→ Brief: Starting with the line that contains "Build a routing", copy every remaining line of the data below exactly, the last one included.

→ Task data:
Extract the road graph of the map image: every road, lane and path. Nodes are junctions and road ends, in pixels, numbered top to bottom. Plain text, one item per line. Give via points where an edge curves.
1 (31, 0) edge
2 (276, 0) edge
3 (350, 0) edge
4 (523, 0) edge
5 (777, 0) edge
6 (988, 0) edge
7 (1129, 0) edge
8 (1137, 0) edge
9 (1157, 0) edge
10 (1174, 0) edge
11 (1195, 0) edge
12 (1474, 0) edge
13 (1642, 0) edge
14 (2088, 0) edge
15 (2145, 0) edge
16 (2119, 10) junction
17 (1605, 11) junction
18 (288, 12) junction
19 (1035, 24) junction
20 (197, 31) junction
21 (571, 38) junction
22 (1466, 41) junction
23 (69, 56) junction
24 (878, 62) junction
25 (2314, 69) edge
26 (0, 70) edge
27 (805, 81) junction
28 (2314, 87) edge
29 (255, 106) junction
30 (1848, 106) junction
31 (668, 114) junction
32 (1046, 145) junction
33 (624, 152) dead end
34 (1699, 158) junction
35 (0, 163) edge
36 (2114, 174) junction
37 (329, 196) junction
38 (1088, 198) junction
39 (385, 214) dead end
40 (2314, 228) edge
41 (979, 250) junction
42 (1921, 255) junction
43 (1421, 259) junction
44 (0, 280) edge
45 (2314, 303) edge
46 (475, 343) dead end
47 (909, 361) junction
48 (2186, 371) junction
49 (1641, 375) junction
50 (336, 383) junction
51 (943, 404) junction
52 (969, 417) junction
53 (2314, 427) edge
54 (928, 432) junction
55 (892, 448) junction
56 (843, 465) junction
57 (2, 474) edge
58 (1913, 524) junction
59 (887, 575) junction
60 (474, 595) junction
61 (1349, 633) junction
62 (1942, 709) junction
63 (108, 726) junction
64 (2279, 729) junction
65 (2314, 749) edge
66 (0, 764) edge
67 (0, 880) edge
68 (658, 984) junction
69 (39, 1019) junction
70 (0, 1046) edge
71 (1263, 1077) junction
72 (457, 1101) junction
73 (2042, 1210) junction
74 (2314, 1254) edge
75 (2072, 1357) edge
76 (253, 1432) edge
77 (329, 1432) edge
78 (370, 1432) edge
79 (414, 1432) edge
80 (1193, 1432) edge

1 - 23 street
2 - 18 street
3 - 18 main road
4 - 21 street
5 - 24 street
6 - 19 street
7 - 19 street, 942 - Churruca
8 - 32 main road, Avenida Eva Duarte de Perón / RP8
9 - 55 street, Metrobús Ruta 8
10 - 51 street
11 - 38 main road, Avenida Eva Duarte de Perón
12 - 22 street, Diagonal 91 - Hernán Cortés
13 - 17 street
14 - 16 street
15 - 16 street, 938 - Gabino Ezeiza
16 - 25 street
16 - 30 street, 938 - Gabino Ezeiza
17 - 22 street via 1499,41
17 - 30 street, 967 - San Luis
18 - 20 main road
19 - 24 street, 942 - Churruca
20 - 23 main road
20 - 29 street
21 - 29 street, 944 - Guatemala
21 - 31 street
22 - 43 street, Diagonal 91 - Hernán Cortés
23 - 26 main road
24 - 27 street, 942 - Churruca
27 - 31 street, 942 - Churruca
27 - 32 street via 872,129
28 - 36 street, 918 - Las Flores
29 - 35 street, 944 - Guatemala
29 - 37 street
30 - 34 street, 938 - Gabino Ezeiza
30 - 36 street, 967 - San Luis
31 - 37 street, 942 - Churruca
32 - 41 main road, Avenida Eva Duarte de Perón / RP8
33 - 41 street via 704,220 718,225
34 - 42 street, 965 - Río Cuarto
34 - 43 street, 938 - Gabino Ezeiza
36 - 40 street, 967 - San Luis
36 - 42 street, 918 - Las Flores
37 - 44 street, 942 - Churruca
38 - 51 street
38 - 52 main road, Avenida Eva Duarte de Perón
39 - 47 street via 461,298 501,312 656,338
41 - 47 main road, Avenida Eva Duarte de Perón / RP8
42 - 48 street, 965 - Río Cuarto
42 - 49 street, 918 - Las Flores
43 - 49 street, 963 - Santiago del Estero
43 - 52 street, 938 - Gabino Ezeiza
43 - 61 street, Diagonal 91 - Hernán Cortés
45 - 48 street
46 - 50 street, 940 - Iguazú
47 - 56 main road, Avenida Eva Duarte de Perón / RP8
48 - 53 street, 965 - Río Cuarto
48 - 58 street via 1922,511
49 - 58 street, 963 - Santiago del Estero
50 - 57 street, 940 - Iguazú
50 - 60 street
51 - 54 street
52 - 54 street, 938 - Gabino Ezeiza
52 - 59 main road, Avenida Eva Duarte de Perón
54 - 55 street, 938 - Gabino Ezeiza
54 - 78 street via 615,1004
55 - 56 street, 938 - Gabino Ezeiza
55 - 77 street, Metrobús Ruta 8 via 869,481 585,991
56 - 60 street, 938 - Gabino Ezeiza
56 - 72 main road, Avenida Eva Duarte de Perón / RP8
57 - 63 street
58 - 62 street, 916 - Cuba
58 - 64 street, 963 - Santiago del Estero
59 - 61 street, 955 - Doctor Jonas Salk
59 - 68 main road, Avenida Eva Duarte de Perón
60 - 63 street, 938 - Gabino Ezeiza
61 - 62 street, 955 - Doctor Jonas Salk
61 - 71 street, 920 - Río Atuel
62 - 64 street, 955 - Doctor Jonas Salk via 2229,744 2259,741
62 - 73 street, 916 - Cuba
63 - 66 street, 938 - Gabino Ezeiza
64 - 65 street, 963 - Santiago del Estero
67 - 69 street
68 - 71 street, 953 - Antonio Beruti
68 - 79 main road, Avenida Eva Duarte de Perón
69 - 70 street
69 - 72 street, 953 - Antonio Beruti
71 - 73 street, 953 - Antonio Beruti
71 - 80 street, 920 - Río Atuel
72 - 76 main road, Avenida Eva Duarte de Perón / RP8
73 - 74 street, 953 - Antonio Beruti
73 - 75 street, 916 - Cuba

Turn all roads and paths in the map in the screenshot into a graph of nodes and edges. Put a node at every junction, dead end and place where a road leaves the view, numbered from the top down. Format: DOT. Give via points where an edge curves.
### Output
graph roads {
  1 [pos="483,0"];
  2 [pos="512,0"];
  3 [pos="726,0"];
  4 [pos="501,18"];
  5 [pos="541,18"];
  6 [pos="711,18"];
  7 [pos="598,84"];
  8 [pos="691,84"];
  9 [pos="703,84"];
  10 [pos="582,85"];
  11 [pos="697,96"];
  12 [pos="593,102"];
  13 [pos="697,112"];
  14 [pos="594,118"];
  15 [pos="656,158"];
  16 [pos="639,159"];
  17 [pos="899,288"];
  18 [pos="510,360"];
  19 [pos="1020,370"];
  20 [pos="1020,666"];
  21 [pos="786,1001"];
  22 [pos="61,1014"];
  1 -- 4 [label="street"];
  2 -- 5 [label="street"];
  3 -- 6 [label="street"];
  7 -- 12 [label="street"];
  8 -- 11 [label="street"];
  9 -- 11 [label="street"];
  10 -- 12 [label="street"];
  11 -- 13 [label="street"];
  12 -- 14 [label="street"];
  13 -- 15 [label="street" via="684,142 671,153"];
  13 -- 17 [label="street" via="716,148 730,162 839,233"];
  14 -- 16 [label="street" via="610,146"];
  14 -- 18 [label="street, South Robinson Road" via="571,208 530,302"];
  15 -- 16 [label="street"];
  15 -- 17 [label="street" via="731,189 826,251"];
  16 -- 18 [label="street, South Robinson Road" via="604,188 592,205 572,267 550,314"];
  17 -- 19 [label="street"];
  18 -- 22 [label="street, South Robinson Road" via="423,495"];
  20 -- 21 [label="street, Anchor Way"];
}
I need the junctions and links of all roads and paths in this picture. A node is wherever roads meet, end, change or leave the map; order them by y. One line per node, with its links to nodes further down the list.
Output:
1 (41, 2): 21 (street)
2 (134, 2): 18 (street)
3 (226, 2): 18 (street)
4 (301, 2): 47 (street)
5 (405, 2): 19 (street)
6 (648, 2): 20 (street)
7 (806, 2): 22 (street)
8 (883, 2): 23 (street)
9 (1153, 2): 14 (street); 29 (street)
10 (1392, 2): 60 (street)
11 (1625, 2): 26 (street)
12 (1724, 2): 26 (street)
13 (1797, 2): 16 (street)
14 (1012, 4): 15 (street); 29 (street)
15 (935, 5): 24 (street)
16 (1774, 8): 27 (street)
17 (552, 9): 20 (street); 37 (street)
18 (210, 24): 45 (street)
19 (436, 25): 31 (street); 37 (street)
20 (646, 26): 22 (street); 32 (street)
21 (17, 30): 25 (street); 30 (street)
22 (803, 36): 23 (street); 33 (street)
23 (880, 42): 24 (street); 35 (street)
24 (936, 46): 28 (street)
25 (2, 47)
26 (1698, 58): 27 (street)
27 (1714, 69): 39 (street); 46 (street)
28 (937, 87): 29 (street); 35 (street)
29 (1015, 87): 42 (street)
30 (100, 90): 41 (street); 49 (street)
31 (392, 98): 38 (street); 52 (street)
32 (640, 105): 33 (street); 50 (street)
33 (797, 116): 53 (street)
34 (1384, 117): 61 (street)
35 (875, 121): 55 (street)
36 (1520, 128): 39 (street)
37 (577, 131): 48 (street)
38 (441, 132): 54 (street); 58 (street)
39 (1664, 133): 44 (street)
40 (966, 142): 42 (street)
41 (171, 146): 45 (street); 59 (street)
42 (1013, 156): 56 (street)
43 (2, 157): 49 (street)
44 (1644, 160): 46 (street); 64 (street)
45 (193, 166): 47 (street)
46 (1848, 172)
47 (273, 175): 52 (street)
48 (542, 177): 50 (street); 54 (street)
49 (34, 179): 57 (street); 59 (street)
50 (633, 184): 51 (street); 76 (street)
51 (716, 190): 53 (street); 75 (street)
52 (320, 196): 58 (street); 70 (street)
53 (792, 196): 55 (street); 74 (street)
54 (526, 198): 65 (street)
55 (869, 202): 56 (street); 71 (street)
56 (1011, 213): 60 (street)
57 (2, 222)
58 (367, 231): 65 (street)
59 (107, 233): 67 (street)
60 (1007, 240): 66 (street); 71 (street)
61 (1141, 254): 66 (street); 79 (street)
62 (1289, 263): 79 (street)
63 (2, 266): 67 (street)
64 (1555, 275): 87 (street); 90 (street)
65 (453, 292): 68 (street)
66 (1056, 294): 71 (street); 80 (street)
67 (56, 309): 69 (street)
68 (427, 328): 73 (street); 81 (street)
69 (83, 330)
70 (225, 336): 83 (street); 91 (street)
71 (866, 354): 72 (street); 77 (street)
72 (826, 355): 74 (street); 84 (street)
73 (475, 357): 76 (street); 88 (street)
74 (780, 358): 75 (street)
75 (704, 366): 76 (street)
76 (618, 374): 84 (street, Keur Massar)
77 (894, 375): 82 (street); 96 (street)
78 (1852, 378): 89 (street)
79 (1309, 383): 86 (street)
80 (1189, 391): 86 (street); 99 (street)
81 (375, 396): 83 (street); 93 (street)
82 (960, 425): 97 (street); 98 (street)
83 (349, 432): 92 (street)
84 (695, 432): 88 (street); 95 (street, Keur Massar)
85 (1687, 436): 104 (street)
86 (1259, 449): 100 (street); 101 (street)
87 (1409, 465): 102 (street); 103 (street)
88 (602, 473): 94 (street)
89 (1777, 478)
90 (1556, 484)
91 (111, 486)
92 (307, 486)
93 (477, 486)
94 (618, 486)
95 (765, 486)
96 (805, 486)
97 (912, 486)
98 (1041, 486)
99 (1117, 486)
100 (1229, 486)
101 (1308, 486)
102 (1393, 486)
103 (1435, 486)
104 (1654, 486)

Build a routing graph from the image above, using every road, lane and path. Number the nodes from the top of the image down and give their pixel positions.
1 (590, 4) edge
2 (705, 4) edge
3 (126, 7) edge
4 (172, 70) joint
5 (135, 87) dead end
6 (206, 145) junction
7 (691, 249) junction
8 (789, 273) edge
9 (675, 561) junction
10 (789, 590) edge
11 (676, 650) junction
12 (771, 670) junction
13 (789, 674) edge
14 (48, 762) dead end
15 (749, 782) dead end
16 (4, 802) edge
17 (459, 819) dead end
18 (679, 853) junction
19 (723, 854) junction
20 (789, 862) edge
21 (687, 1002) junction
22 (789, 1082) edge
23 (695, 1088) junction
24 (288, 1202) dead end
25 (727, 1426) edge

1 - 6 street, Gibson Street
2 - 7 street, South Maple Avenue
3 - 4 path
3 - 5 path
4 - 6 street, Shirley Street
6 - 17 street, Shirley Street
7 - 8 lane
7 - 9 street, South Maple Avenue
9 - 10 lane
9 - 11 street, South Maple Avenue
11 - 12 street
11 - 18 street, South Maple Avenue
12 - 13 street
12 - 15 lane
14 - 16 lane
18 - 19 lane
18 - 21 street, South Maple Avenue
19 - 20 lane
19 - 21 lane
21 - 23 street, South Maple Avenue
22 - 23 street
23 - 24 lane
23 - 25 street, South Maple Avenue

→ Solution to this task:
Build a routing graph from the image above, using every road, lane and path. Number the nodes from the top of the image down and give their pixel positions.
1 (590, 4) edge
2 (705, 4) edge
3 (126, 7) edge
4 (172, 70) joint
5 (135, 87) dead end
6 (206, 145) junction
7 (691, 249) junction
8 (789, 273) edge
9 (675, 561) junction
10 (789, 590) edge
11 (676, 650) junction
12 (771, 670) junction
13 (789, 674) edge
14 (48, 762) dead end
15 (749, 782) dead end
16 (4, 802) edge
17 (459, 819) dead end
18 (679, 853) junction
19 (723, 854) junction
20 (789, 862) edge
21 (687, 1002) junction
22 (789, 1082) edge
23 (695, 1088) junction
24 (288, 1202) dead end
25 (727, 1426) edge

1 - 6 street, Gibson Street
2 - 7 street, South Maple Avenue
3 - 4 path
3 - 5 path
4 - 6 street, Shirley Street
6 - 17 street, Shirley Street
7 - 8 lane
7 - 9 street, South Maple Avenue
9 - 10 lane
9 - 11 street, South Maple Avenue
11 - 12 street
11 - 18 street, South Maple Avenue
12 - 13 street
12 - 15 lane
14 - 16 lane
18 - 19 lane
18 - 21 street, South Maple Avenue
19 - 20 lane
19 - 21 lane
21 - 23 street, South Maple Avenue
22 - 23 street
23 - 24 lane
23 - 25 street, South Maple Avenue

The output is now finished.